Dataset entries
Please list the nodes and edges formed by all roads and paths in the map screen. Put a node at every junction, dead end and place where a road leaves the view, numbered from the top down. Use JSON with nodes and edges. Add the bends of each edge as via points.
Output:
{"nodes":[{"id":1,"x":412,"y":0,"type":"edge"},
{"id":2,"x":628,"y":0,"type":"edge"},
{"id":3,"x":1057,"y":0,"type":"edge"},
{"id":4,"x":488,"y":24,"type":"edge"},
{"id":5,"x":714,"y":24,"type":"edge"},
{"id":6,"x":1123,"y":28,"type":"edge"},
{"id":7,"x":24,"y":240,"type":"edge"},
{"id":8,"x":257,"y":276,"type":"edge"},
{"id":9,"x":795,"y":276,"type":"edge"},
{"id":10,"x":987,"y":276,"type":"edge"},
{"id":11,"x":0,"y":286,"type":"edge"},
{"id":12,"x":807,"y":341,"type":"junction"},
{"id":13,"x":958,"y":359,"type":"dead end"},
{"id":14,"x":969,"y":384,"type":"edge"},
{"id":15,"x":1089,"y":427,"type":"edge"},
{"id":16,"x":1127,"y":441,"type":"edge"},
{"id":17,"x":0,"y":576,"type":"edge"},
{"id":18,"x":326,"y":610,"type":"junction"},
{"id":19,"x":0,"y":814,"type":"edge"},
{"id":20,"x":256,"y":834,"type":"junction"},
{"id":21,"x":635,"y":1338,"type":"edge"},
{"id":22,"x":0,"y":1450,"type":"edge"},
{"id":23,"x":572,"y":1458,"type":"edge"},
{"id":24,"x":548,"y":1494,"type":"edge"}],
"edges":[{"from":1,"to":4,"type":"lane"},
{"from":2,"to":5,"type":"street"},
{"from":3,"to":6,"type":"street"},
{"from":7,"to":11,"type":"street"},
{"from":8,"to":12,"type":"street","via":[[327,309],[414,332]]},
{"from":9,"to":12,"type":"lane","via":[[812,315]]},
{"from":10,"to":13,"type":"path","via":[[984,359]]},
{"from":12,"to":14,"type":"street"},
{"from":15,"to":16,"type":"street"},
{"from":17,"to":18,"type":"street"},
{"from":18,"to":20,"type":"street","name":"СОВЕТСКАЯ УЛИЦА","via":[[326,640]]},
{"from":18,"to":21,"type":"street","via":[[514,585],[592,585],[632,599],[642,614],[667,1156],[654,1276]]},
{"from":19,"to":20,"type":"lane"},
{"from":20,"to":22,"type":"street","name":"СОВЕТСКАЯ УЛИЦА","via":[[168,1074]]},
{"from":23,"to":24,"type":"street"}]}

**Task directions:**
Lines that contain "name" should be pulled from the entries above and reported.

**Response to the exercise:**
{"from":18,"to":20,"type":"street","name":"СОВЕТСКАЯ УЛИЦА","via":[[326,640]]},
{"from":20,"to":22,"type":"street","name":"СОВЕТСКАЯ УЛИЦА","via":[[168,1074]]},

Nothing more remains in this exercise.